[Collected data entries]

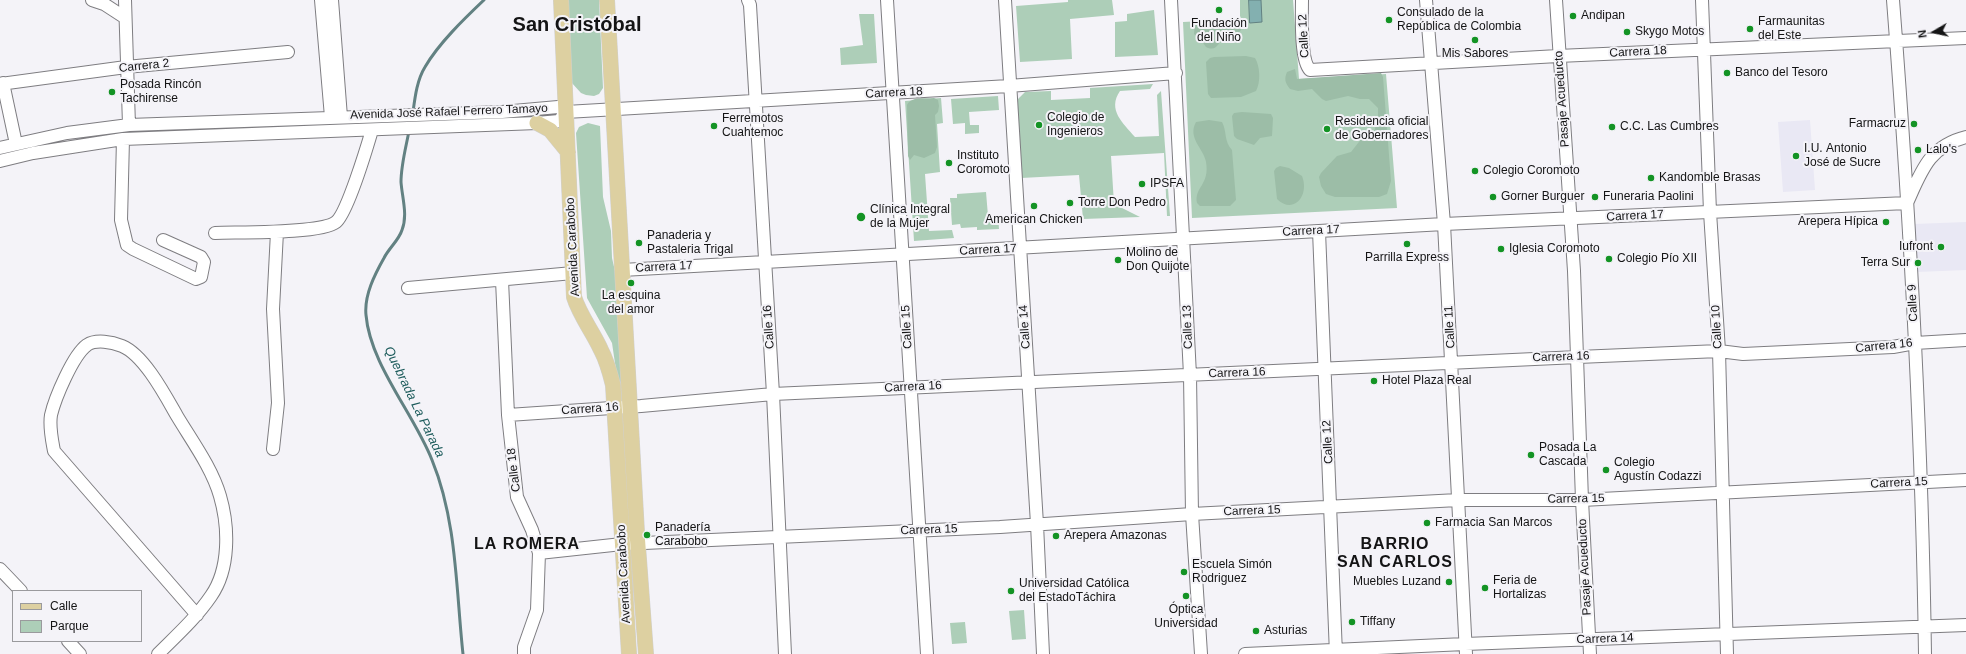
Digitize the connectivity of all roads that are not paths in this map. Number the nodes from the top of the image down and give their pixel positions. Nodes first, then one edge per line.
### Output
1 (92, 0) edge
2 (125, 0) edge
3 (321, 0) edge
4 (332, 0) edge
5 (561, 0) edge
6 (607, 0) edge
7 (748, 0) edge
8 (887, 0) edge
9 (1005, 0) edge
10 (1171, 0) edge
11 (1302, 0) edge
12 (1426, 0) edge
13 (1556, 0) edge
14 (1702, 0) edge
15 (1893, 0) edge
16 (124, 17) junction
17 (1966, 38) edge
18 (1896, 41) junction
19 (1704, 49) junction
20 (288, 52) dead end
21 (1558, 56) junction
22 (1430, 63) junction
23 (126, 67) junction
24 (1310, 70) joint
25 (1176, 73) junction
26 (2, 84) edge
27 (1009, 86) junction
28 (893, 93) junction
29 (755, 100) junction
30 (613, 109) junction
31 (566, 112) junction
32 (336, 117) junction
33 (537, 123) junction
34 (129, 125) junction
35 (372, 130) junction
36 (1966, 137) edge
37 (123, 138) junction
38 (16, 144) junction
39 (0, 148) edge
40 (568, 152) junction
41 (0, 161) edge
42 (1907, 203) junction
43 (1710, 212) junction
44 (1570, 219) junction
45 (1444, 224) junction
46 (1319, 230) junction
47 (277, 232) junction
48 (215, 233) dead end
49 (1184, 238) junction
50 (163, 240) dead end
51 (1020, 248) junction
52 (902, 254) junction
53 (764, 261) junction
54 (622, 270) junction
55 (573, 273) junction
56 (502, 280) junction
57 (408, 288) dead end
58 (1966, 340) edge
59 (1915, 343) junction
60 (1718, 351) junction
61 (1578, 356) junction
62 (1452, 362) junction
63 (1324, 369) junction
64 (1190, 375) junction
65 (1029, 382) junction
66 (911, 387) junction
67 (773, 394) junction
68 (631, 407) junction
69 (614, 408) junction
70 (508, 415) junction
71 (273, 449) dead end
72 (1966, 480) edge
73 (1921, 482) junction
74 (1722, 493) junction
75 (1458, 500) junction
76 (1582, 500) junction
77 (1331, 508) junction
78 (1192, 514) junction
79 (1037, 524) junction
80 (920, 530) junction
81 (779, 536) junction
82 (622, 544) junction
83 (638, 544) junction
84 (539, 553) junction
85 (0, 569) edge
86 (20, 590) edge
87 (197, 615) junction
88 (1966, 626) edge
89 (1924, 627) junction
90 (1727, 635) junction
91 (1589, 639) junction
92 (69, 642) edge
93 (1466, 649) edge
94 (1336, 652) edge
95 (77, 653) edge
96 (158, 654) edge
97 (524, 654) edge
98 (629, 654) edge
99 (646, 654) edge
100 (785, 654) edge
101 (927, 654) edge
102 (1043, 654) edge
103 (1201, 654) edge
104 (1245, 654) edge
105 (1590, 654) edge
106 (1727, 654) edge
107 (1925, 654) edge

1 - 16 street
2 - 16 street
3 - 32 street
4 - 32 street
5 - 31 main road, Avenida Carabobo
6 - 30 main road, Avenida Carabobo
7 - 29 street, Calle 16
8 - 28 street, Calle 15
9 - 27 street, Calle 14
10 - 25 street, Calle 13
11 - 24 street, Calle 12
12 - 22 street, Calle 11
13 - 21 street, Pasaje Acueducto
14 - 19 street, Calle 10
15 - 18 street, Calle 9
16 - 23 street
17 - 18 street, Carrera 18
18 - 19 street, Carrera 18
18 - 42 street, Calle 9
19 - 21 street, Carrera 18
19 - 43 street, Calle 10
20 - 23 street, Carrera 2
21 - 22 street, Carrera 18
21 - 44 street, Pasaje Acueducto
22 - 24 street, Carrera 18
22 - 45 street, Calle 11
23 - 26 street, Carrera 2
23 - 34 street
25 - 27 street, Carrera 18
25 - 49 street, Calle 13
26 - 38 street
27 - 28 street, Carrera 18
27 - 51 street, Calle 14
28 - 29 street, Carrera 18
28 - 52 street, Calle 15
29 - 30 street, Carrera 18
29 - 53 street, Calle 16
30 - 31 street, Carrera 18
30 - 54 main road, Avenida Carabobo
31 - 32 street, Avenida José Rafael Ferrero Tamayo
31 - 33 street, Avenida José Rafael Ferrero Tamayo
31 - 40 main road, Avenida Carabobo
32 - 34 street, Avenida José Rafael Ferrero Tamayo
33 - 35 street, Avenida José Rafael Ferrero Tamayo
33 - 40 main road
34 - 38 street, Avenida José Rafael Ferrero Tamayo
35 - 37 street, Avenida José Rafael Ferrero Tamayo
35 - 47 street
36 - 42 street
37 - 41 street, Avenida José Rafael Ferrero Tamayo
37 - 50 street
38 - 39 street, Avenida José Rafael Ferrero Tamayo
40 - 55 main road, Avenida Carabobo
42 - 43 street, Carrera 17
42 - 59 street, Calle 9
43 - 44 street, Carrera 17
43 - 60 street, Calle 10
44 - 45 street, Carrera 17
44 - 61 street, Pasaje Acueducto
45 - 46 street, Carrera 17
45 - 62 street, Calle 11
46 - 49 street, Carrera 17
46 - 63 street, Calle 12
47 - 48 street
47 - 71 street
49 - 51 street, Carrera 17
49 - 64 street, Calle 13
51 - 52 street, Carrera 17
51 - 65 street, Calle 14
52 - 53 street, Carrera 17
52 - 66 street, Calle 15
53 - 54 street, Carrera 17
53 - 67 street, Calle 16
54 - 68 main road, Avenida Carabobo
55 - 56 street
55 - 69 main road, Avenida Carabobo
56 - 57 street
56 - 70 street, Calle 18
58 - 59 street, Carrera 16
59 - 60 street, Carrera 16
59 - 73 street, Calle 9
60 - 61 street, Carrera 16
60 - 74 street, Calle 10
61 - 62 street, Carrera 16
61 - 76 street, Pasaje Acueducto
62 - 63 street, Carrera 16
62 - 75 street, Calle 11
63 - 64 street, Carrera 16
63 - 77 street, Calle 12
64 - 65 street, Carrera 16
64 - 78 street, Calle 13
65 - 66 street, Carrera 16
65 - 79 street, Calle 14
66 - 67 street, Carrera 16
66 - 80 street, Calle 15
67 - 68 street, Carrera 16
67 - 81 street, Calle 16
68 - 69 street, Carrera 16
68 - 83 main road, Avenida Carabobo
69 - 70 street, Carrera 16
69 - 82 main road, Avenida Carabobo
70 - 84 street, Calle 18
72 - 73 street, Carrera 15
73 - 74 street, Carrera 15
73 - 89 street, Calle 9
74 - 76 street, Carrera 15
74 - 90 street, Calle 10
75 - 76 street, Carrera 15
75 - 77 street, Carrera 15
75 - 93 street, Calle 11
76 - 91 street, Pasaje Acueducto
77 - 78 street, Carrera 15
77 - 94 street, Calle 12
78 - 79 street, Carrera 15
78 - 103 street, Calle 13
79 - 80 street, Carrera 15
79 - 102 street, Calle 14
80 - 81 street, Carrera 15
80 - 101 street, Calle 15
81 - 83 street, Carrera 15
81 - 100 street, Calle 16
82 - 83 street, Carrera 15
82 - 84 street, Carrera 15
82 - 98 main road, Avenida Carabobo
83 - 99 main road, Avenida Carabobo
84 - 97 street, Calle 18
85 - 86 street
87 - 87 street
87 - 96 street
88 - 89 street, Carrera 14
89 - 90 street, Carrera 14
89 - 107 street, Calle 9
90 - 91 street, Carrera 14
90 - 106 street, Calle 10
91 - 93 street, Carrera 14
91 - 105 street, Pasaje Acueducto
92 - 95 street
93 - 94 street, Carrera 14
94 - 104 street, Carrera 14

* **Problem to solve**: Make an exact copy of the data, leaving its pictures out.

* **Answer to this exercise**:
Digitize the connectivity of all roads that are not paths in this map. Number the nodes from the top of the image down and give their pixel positions. Nodes first, then one edge per line.
### Output
1 (92, 0) edge
2 (125, 0) edge
3 (321, 0) edge
4 (332, 0) edge
5 (561, 0) edge
6 (607, 0) edge
7 (748, 0) edge
8 (887, 0) edge
9 (1005, 0) edge
10 (1171, 0) edge
11 (1302, 0) edge
12 (1426, 0) edge
13 (1556, 0) edge
14 (1702, 0) edge
15 (1893, 0) edge
16 (124, 17) junction
17 (1966, 38) edge
18 (1896, 41) junction
19 (1704, 49) junction
20 (288, 52) dead end
21 (1558, 56) junction
22 (1430, 63) junction
23 (126, 67) junction
24 (1310, 70) joint
25 (1176, 73) junction
26 (2, 84) edge
27 (1009, 86) junction
28 (893, 93) junction
29 (755, 100) junction
30 (613, 109) junction
31 (566, 112) junction
32 (336, 117) junction
33 (537, 123) junction
34 (129, 125) junction
35 (372, 130) junction
36 (1966, 137) edge
37 (123, 138) junction
38 (16, 144) junction
39 (0, 148) edge
40 (568, 152) junction
41 (0, 161) edge
42 (1907, 203) junction
43 (1710, 212) junction
44 (1570, 219) junction
45 (1444, 224) junction
46 (1319, 230) junction
47 (277, 232) junction
48 (215, 233) dead end
49 (1184, 238) junction
50 (163, 240) dead end
51 (1020, 248) junction
52 (902, 254) junction
53 (764, 261) junction
54 (622, 270) junction
55 (573, 273) junction
56 (502, 280) junction
57 (408, 288) dead end
58 (1966, 340) edge
59 (1915, 343) junction
60 (1718, 351) junction
61 (1578, 356) junction
62 (1452, 362) junction
63 (1324, 369) junction
64 (1190, 375) junction
65 (1029, 382) junction
66 (911, 387) junction
67 (773, 394) junction
68 (631, 407) junction
69 (614, 408) junction
70 (508, 415) junction
71 (273, 449) dead end
72 (1966, 480) edge
73 (1921, 482) junction
74 (1722, 493) junction
75 (1458, 500) junction
76 (1582, 500) junction
77 (1331, 508) junction
78 (1192, 514) junction
79 (1037, 524) junction
80 (920, 530) junction
81 (779, 536) junction
82 (622, 544) junction
83 (638, 544) junction
84 (539, 553) junction
85 (0, 569) edge
86 (20, 590) edge
87 (197, 615) junction
88 (1966, 626) edge
89 (1924, 627) junction
90 (1727, 635) junction
91 (1589, 639) junction
92 (69, 642) edge
93 (1466, 649) edge
94 (1336, 652) edge
95 (77, 653) edge
96 (158, 654) edge
97 (524, 654) edge
98 (629, 654) edge
99 (646, 654) edge
100 (785, 654) edge
101 (927, 654) edge
102 (1043, 654) edge
103 (1201, 654) edge
104 (1245, 654) edge
105 (1590, 654) edge
106 (1727, 654) edge
107 (1925, 654) edge

1 - 16 street
2 - 16 street
3 - 32 street
4 - 32 street
5 - 31 main road, Avenida Carabobo
6 - 30 main road, Avenida Carabobo
7 - 29 street, Calle 16
8 - 28 street, Calle 15
9 - 27 street, Calle 14
10 - 25 street, Calle 13
11 - 24 street, Calle 12
12 - 22 street, Calle 11
13 - 21 street, Pasaje Acueducto
14 - 19 street, Calle 10
15 - 18 street, Calle 9
16 - 23 street
17 - 18 street, Carrera 18
18 - 19 street, Carrera 18
18 - 42 street, Calle 9
19 - 21 street, Carrera 18
19 - 43 street, Calle 10
20 - 23 street, Carrera 2
21 - 22 street, Carrera 18
21 - 44 street, Pasaje Acueducto
22 - 24 street, Carrera 18
22 - 45 street, Calle 11
23 - 26 street, Carrera 2
23 - 34 street
25 - 27 street, Carrera 18
25 - 49 street, Calle 13
26 - 38 street
27 - 28 street, Carrera 18
27 - 51 street, Calle 14
28 - 29 street, Carrera 18
28 - 52 street, Calle 15
29 - 30 street, Carrera 18
29 - 53 street, Calle 16
30 - 31 street, Carrera 18
30 - 54 main road, Avenida Carabobo
31 - 32 street, Avenida José Rafael Ferrero Tamayo
31 - 33 street, Avenida José Rafael Ferrero Tamayo
31 - 40 main road, Avenida Carabobo
32 - 34 street, Avenida José Rafael Ferrero Tamayo
33 - 35 street, Avenida José Rafael Ferrero Tamayo
33 - 40 main road
34 - 38 street, Avenida José Rafael Ferrero Tamayo
35 - 37 street, Avenida José Rafael Ferrero Tamayo
35 - 47 street
36 - 42 street
37 - 41 street, Avenida José Rafael Ferrero Tamayo
37 - 50 street
38 - 39 street, Avenida José Rafael Ferrero Tamayo
40 - 55 main road, Avenida Carabobo
42 - 43 street, Carrera 17
42 - 59 street, Calle 9
43 - 44 street, Carrera 17
43 - 60 street, Calle 10
44 - 45 street, Carrera 17
44 - 61 street, Pasaje Acueducto
45 - 46 street, Carrera 17
45 - 62 street, Calle 11
46 - 49 street, Carrera 17
46 - 63 street, Calle 12
47 - 48 street
47 - 71 street
49 - 51 street, Carrera 17
49 - 64 street, Calle 13
51 - 52 street, Carrera 17
51 - 65 street, Calle 14
52 - 53 street, Carrera 17
52 - 66 street, Calle 15
53 - 54 street, Carrera 17
53 - 67 street, Calle 16
54 - 68 main road, Avenida Carabobo
55 - 56 street
55 - 69 main road, Avenida Carabobo
56 - 57 street
56 - 70 street, Calle 18
58 - 59 street, Carrera 16
59 - 60 street, Carrera 16
59 - 73 street, Calle 9
60 - 61 street, Carrera 16
60 - 74 street, Calle 10
61 - 62 street, Carrera 16
61 - 76 street, Pasaje Acueducto
62 - 63 street, Carrera 16
62 - 75 street, Calle 11
63 - 64 street, Carrera 16
63 - 77 street, Calle 12
64 - 65 street, Carrera 16
64 - 78 street, Calle 13
65 - 66 street, Carrera 16
65 - 79 street, Calle 14
66 - 67 street, Carrera 16
66 - 80 street, Calle 15
67 - 68 street, Carrera 16
67 - 81 street, Calle 16
68 - 69 street, Carrera 16
68 - 83 main road, Avenida Carabobo
69 - 70 street, Carrera 16
69 - 82 main road, Avenida Carabobo
70 - 84 street, Calle 18
72 - 73 street, Carrera 15
73 - 74 street, Carrera 15
73 - 89 street, Calle 9
74 - 76 street, Carrera 15
74 - 90 street, Calle 10
75 - 76 street, Carrera 15
75 - 77 street, Carrera 15
75 - 93 street, Calle 11
76 - 91 street, Pasaje Acueducto
77 - 78 street, Carrera 15
77 - 94 street, Calle 12
78 - 79 street, Carrera 15
78 - 103 street, Calle 13
79 - 80 street, Carrera 15
79 - 102 street, Calle 14
80 - 81 street, Carrera 15
80 - 101 street, Calle 15
81 - 83 street, Carrera 15
81 - 100 street, Calle 16
82 - 83 street, Carrera 15
82 - 84 street, Carrera 15
82 - 98 main road, Avenida Carabobo
83 - 99 main road, Avenida Carabobo
84 - 97 street, Calle 18
85 - 86 street
87 - 87 street
87 - 96 street
88 - 89 street, Carrera 14
89 - 90 street, Carrera 14
89 - 107 street, Calle 9
90 - 91 street, Carrera 14
90 - 106 street, Calle 10
91 - 93 street, Carrera 14
91 - 105 street, Pasaje Acueducto
92 - 95 street
93 - 94 street, Carrera 14
94 - 104 street, Carrera 14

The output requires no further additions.